**Exercise description**
Print each entry word for word without images.

Collected data
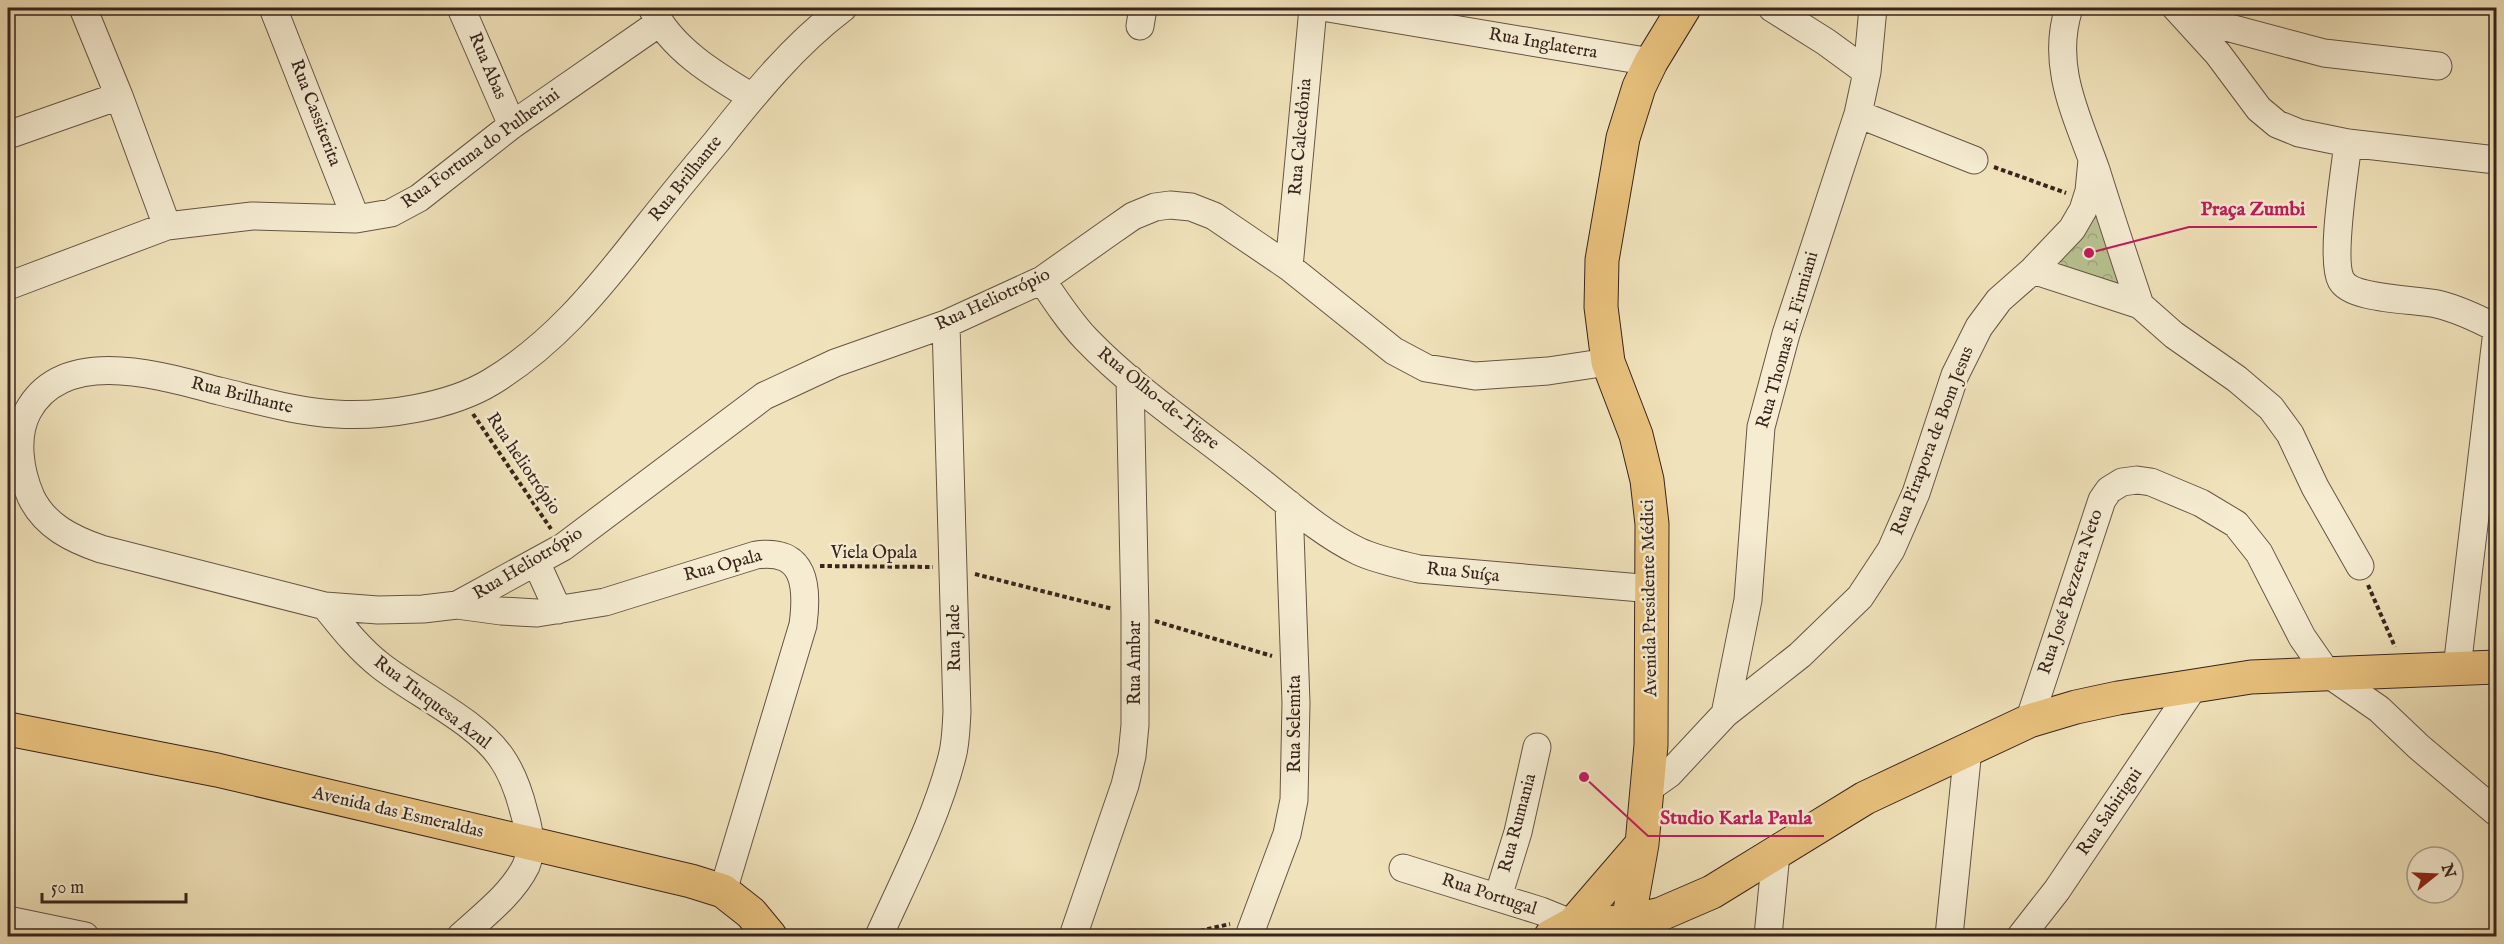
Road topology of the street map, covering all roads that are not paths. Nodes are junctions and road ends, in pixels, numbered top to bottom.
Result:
1 (83, 8) edge
2 (273, 8) edge
3 (462, 8) edge
4 (1313, 8) edge
5 (1328, 8) edge
6 (1683, 8) edge
7 (1772, 8) edge
8 (1873, 8) edge
9 (2068, 8) edge
10 (839, 9) edge
11 (2180, 12) edge
12 (655, 15) edge
13 (1651, 62) junction
14 (2438, 66) dead end
15 (1867, 72) junction
16 (119, 96) junction
17 (752, 97) junction
18 (1858, 114) junction
19 (512, 125) junction
20 (8, 135) edge
21 (2348, 143) junction
22 (1974, 160) road end
23 (2092, 160) junction
24 (2496, 160) edge
25 (356, 219) junction
26 (168, 226) junction
27 (1289, 267) junction
28 (2033, 270) junction
29 (1042, 280) junction
30 (8, 286) edge
31 (2140, 305) junction
32 (946, 324) junction
33 (2496, 328) edge
34 (2496, 339) edge
35 (1608, 362) junction
36 (1130, 379) junction
37 (1289, 504) junction
38 (536, 562) junction
39 (2360, 566) road end
40 (1653, 590) junction
41 (457, 605) junction
42 (325, 606) junction
43 (558, 610) junction
44 (2496, 667) edge
45 (2457, 668) junction
46 (2327, 673) junction
47 (2195, 685) junction
48 (1725, 714) junction
49 (2029, 721) junction
50 (8, 729) edge
51 (1704, 736) junction
52 (1651, 745) junction
53 (1537, 747) dead end
54 (1968, 749) junction
55 (1648, 789) junction
56 (2496, 812) edge
57 (1642, 843) junction
58 (530, 844) junction
59 (1776, 853) junction
60 (1403, 868) dead end
61 (723, 891) junction
62 (1498, 897) junction
63 (8, 920) edge
64 (1252, 927) edge
65 (1596, 931) edge
66 (85, 936) edge
67 (461, 936) edge
68 (770, 936) edge
69 (879, 936) edge
70 (1073, 936) edge
71 (1768, 936) edge
72 (1949, 936) edge
73 (2021, 936) edge

1 - 16 street
2 - 25 street, Rua Cassiterita
3 - 19 street, Rua Abas
4 - 27 street, Rua Calcedônia
5 - 13 street, Rua Inglaterra
6 - 13 main road, Avenida Presidente Médici
7 - 15 street
8 - 15 street, Rua Thomas E. Firmiani
9 - 23 street, Rua Pirapora de Bom Jesus
10 - 17 street, Rua Brilhante
11 - 14 street
11 - 21 street
12 - 17 street
12 - 19 street, Rua Fortuna do Pulherini
13 - 35 main road, Avenida Presidente Médici
15 - 18 street, Rua Thomas E. Firmiani
16 - 20 street
16 - 26 street
17 - 42 street, Rua Brilhante
18 - 22 street
18 - 48 street, Rua Thomas E. Firmiani
19 - 25 street, Rua Fortuna do Pulherini
21 - 24 street
21 - 33 street
23 - 28 street, Rua Pirapora de Bom Jesus
23 - 31 street
25 - 26 street, Rua Fortuna do Pulherini
26 - 30 street, Rua Fortuna do Pulherini
27 - 29 street, Rua Heliotrópio
27 - 35 street, Rua Heliotrópio
28 - 31 street
28 - 48 street, Rua Pirapora de Bom Jesus
29 - 32 street, Rua Heliotrópio
29 - 36 street, Rua Olho-de-Tigre
31 - 39 street
32 - 38 street, Rua Heliotrópio
32 - 69 street, Rua Jade
34 - 45 street
35 - 40 main road, Avenida Presidente Médici
36 - 37 street, Rua Olho-de-Tigre
36 - 70 street, Rua Ambar
37 - 40 street, Rua Suíça
37 - 64 street, Rua Selemita
38 - 41 street, Rua Heliotrópio
38 - 43 street
40 - 52 main road, Avenida Presidente Médici
41 - 42 street, Rua Brilhante
41 - 43 street, Rua Opala
42 - 58 street, Rua Turquesa Azul
43 - 61 street, Rua Opala
44 - 45 main road
45 - 46 main road
46 - 47 main road
46 - 49 street, Rua José Bezzera Neto
46 - 56 street
47 - 49 main road
47 - 73 street, Rua Sabirigui
48 - 51 street, Rua Pirapora de Bom Jesus
49 - 54 main road
50 - 58 main road, Avenida das Esmeraldas
51 - 52 street
51 - 55 street, Rua Pirapora de Bom Jesus
52 - 55 main road, Avenida Presidente Médici
53 - 62 street, Rua Rumania
54 - 59 main road
54 - 72 street
55 - 57 main road, Avenida Presidente Médici
57 - 65 main road, Avenida Presidente Médici
57 - 65 main road
58 - 61 main road, Avenida das Esmeraldas
58 - 67 street
59 - 65 main road
59 - 71 street
60 - 62 street, Rua Portugal
61 - 68 main road, Avenida das Esmeraldas
62 - 65 street, Rua Portugal
63 - 66 street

**Exercise output**
Road topology of the street map, covering all roads that are not paths. Nodes are junctions and road ends, in pixels, numbered top to bottom.
Result:
1 (83, 8) edge
2 (273, 8) edge
3 (462, 8) edge
4 (1313, 8) edge
5 (1328, 8) edge
6 (1683, 8) edge
7 (1772, 8) edge
8 (1873, 8) edge
9 (2068, 8) edge
10 (839, 9) edge
11 (2180, 12) edge
12 (655, 15) edge
13 (1651, 62) junction
14 (2438, 66) dead end
15 (1867, 72) junction
16 (119, 96) junction
17 (752, 97) junction
18 (1858, 114) junction
19 (512, 125) junction
20 (8, 135) edge
21 (2348, 143) junction
22 (1974, 160) road end
23 (2092, 160) junction
24 (2496, 160) edge
25 (356, 219) junction
26 (168, 226) junction
27 (1289, 267) junction
28 (2033, 270) junction
29 (1042, 280) junction
30 (8, 286) edge
31 (2140, 305) junction
32 (946, 324) junction
33 (2496, 328) edge
34 (2496, 339) edge
35 (1608, 362) junction
36 (1130, 379) junction
37 (1289, 504) junction
38 (536, 562) junction
39 (2360, 566) road end
40 (1653, 590) junction
41 (457, 605) junction
42 (325, 606) junction
43 (558, 610) junction
44 (2496, 667) edge
45 (2457, 668) junction
46 (2327, 673) junction
47 (2195, 685) junction
48 (1725, 714) junction
49 (2029, 721) junction
50 (8, 729) edge
51 (1704, 736) junction
52 (1651, 745) junction
53 (1537, 747) dead end
54 (1968, 749) junction
55 (1648, 789) junction
56 (2496, 812) edge
57 (1642, 843) junction
58 (530, 844) junction
59 (1776, 853) junction
60 (1403, 868) dead end
61 (723, 891) junction
62 (1498, 897) junction
63 (8, 920) edge
64 (1252, 927) edge
65 (1596, 931) edge
66 (85, 936) edge
67 (461, 936) edge
68 (770, 936) edge
69 (879, 936) edge
70 (1073, 936) edge
71 (1768, 936) edge
72 (1949, 936) edge
73 (2021, 936) edge

1 - 16 street
2 - 25 street, Rua Cassiterita
3 - 19 street, Rua Abas
4 - 27 street, Rua Calcedônia
5 - 13 street, Rua Inglaterra
6 - 13 main road, Avenida Presidente Médici
7 - 15 street
8 - 15 street, Rua Thomas E. Firmiani
9 - 23 street, Rua Pirapora de Bom Jesus
10 - 17 street, Rua Brilhante
11 - 14 street
11 - 21 street
12 - 17 street
12 - 19 street, Rua Fortuna do Pulherini
13 - 35 main road, Avenida Presidente Médici
15 - 18 street, Rua Thomas E. Firmiani
16 - 20 street
16 - 26 street
17 - 42 street, Rua Brilhante
18 - 22 street
18 - 48 street, Rua Thomas E. Firmiani
19 - 25 street, Rua Fortuna do Pulherini
21 - 24 street
21 - 33 street
23 - 28 street, Rua Pirapora de Bom Jesus
23 - 31 street
25 - 26 street, Rua Fortuna do Pulherini
26 - 30 street, Rua Fortuna do Pulherini
27 - 29 street, Rua Heliotrópio
27 - 35 street, Rua Heliotrópio
28 - 31 street
28 - 48 street, Rua Pirapora de Bom Jesus
29 - 32 street, Rua Heliotrópio
29 - 36 street, Rua Olho-de-Tigre
31 - 39 street
32 - 38 street, Rua Heliotrópio
32 - 69 street, Rua Jade
34 - 45 street
35 - 40 main road, Avenida Presidente Médici
36 - 37 street, Rua Olho-de-Tigre
36 - 70 street, Rua Ambar
37 - 40 street, Rua Suíça
37 - 64 street, Rua Selemita
38 - 41 street, Rua Heliotrópio
38 - 43 street
40 - 52 main road, Avenida Presidente Médici
41 - 42 street, Rua Brilhante
41 - 43 street, Rua Opala
42 - 58 street, Rua Turquesa Azul
43 - 61 street, Rua Opala
44 - 45 main road
45 - 46 main road
46 - 47 main road
46 - 49 street, Rua José Bezzera Neto
46 - 56 street
47 - 49 main road
47 - 73 street, Rua Sabirigui
48 - 51 street, Rua Pirapora de Bom Jesus
49 - 54 main road
50 - 58 main road, Avenida das Esmeraldas
51 - 52 street
51 - 55 street, Rua Pirapora de Bom Jesus
52 - 55 main road, Avenida Presidente Médici
53 - 62 street, Rua Rumania
54 - 59 main road
54 - 72 street
55 - 57 main road, Avenida Presidente Médici
57 - 65 main road, Avenida Presidente Médici
57 - 65 main road
58 - 61 main road, Avenida das Esmeraldas
58 - 67 street
59 - 65 main road
59 - 71 street
60 - 62 street, Rua Portugal
61 - 68 main road, Avenida das Esmeraldas
62 - 65 street, Rua Portugal
63 - 66 street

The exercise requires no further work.